BH: The patient is the reason that we follow personalised healthcare strategies. What we’re trying to do is to make sure our drugs are used in those patients who will gain benefit, and that the drugs are avoided in patients who won’t gain benefit, or who might be put at risk of side effects. That’s the whole purpose of the personalised healthcare evolution in the way that we discover and develop medicines.

I am passionate about this, because I think it will be the future of the way that medicines are provided to the patient, that there will be increasing differentiation of their diseases by a much better understanding of the pathophysiology of their diseases.

It can be quite different molecular abnormalities that generate apparently similar symptoms and signs. But by developing our understanding of the pathophysiology of the disease, and recognising how certain medicines will work in certain kinds of patients but not in others we will be able to revolutionise the way that we bring benefit to our patients.

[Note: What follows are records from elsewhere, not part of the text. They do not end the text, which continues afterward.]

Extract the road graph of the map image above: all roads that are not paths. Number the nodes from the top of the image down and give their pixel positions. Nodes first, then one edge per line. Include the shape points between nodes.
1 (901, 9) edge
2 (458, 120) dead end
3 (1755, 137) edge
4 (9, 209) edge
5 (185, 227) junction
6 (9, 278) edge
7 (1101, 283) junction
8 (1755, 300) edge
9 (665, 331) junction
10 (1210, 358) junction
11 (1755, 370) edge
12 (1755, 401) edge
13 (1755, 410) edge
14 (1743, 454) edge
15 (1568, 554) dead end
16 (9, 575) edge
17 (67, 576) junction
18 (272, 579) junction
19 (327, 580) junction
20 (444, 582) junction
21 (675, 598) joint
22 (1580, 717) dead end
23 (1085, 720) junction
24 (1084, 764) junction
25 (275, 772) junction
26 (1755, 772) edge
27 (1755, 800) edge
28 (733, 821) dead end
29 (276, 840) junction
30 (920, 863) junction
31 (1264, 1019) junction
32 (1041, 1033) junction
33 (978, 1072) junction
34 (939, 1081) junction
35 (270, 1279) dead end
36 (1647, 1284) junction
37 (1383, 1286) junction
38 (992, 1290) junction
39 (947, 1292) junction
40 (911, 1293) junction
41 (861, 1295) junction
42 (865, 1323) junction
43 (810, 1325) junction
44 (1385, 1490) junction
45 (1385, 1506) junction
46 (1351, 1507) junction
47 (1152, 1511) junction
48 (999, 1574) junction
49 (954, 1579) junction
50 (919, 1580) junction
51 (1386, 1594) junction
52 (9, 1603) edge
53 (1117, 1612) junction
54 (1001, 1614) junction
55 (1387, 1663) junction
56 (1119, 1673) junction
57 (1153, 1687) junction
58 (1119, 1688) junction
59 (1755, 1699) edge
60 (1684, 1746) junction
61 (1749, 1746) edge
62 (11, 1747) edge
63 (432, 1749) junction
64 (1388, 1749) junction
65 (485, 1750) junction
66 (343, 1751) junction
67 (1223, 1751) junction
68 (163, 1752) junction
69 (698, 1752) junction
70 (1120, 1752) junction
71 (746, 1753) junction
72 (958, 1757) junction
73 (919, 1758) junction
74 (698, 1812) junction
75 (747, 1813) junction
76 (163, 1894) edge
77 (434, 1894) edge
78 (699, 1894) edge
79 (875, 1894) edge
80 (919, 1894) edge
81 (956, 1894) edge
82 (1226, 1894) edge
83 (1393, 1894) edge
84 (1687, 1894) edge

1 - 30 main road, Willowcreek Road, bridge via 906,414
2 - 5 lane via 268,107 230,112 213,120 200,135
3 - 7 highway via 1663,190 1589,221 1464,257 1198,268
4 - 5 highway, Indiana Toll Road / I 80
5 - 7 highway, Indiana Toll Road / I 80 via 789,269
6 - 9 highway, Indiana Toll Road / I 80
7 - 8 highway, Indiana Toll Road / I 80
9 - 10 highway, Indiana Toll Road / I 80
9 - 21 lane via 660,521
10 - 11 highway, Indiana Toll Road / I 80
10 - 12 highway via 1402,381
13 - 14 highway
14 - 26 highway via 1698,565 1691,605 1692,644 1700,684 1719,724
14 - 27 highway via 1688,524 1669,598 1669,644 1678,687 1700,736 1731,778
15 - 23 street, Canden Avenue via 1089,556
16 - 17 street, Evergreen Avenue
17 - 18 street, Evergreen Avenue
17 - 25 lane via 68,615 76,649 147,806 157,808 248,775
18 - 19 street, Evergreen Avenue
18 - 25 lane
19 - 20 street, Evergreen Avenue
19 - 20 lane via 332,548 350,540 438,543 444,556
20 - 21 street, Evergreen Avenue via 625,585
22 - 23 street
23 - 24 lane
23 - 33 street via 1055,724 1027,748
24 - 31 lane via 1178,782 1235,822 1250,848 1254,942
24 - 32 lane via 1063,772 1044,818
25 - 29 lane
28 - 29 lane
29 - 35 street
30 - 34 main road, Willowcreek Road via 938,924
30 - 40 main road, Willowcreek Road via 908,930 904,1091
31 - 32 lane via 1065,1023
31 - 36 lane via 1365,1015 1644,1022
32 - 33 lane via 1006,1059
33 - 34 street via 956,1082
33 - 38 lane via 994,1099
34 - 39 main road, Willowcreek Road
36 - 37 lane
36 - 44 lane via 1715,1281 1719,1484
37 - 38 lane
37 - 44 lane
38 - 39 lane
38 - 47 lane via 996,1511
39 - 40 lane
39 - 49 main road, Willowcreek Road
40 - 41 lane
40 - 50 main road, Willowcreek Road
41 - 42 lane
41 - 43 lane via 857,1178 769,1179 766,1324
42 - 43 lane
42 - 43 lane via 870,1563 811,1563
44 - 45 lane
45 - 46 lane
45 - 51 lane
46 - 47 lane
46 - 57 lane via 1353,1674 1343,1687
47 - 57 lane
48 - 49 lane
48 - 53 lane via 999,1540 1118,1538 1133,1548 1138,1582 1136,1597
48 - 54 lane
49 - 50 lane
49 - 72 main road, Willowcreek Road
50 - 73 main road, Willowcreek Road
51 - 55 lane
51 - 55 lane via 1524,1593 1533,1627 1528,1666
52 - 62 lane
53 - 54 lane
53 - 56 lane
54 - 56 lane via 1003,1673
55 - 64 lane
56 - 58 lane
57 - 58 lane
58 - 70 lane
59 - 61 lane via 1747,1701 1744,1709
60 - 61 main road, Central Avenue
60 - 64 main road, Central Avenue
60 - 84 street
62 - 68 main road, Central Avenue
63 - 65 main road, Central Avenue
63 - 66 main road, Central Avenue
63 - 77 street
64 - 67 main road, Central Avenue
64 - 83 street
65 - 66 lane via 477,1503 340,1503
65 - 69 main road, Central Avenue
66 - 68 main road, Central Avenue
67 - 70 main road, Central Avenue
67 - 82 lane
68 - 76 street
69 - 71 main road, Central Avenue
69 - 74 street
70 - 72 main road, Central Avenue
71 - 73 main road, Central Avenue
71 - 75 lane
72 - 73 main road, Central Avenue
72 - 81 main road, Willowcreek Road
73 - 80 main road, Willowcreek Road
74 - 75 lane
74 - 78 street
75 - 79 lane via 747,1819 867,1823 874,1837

There are a large number of studies that have been looking at how many patients actually respond well to the drugs that they’re taking. In many conditions it’s as few as a half, sometimes fewer than a half get a good response to their therapy. And so the patients are put through a cycle of trying one medicine, when that fails they try another one, when that fails they try another one. We’re going to move to a world where they will get the right drug from the very beginning of the treatment of their condition, and you will see a big improvement in the medical care that we provide through medicines.

RA: Doctor Holland thank you very much for your time.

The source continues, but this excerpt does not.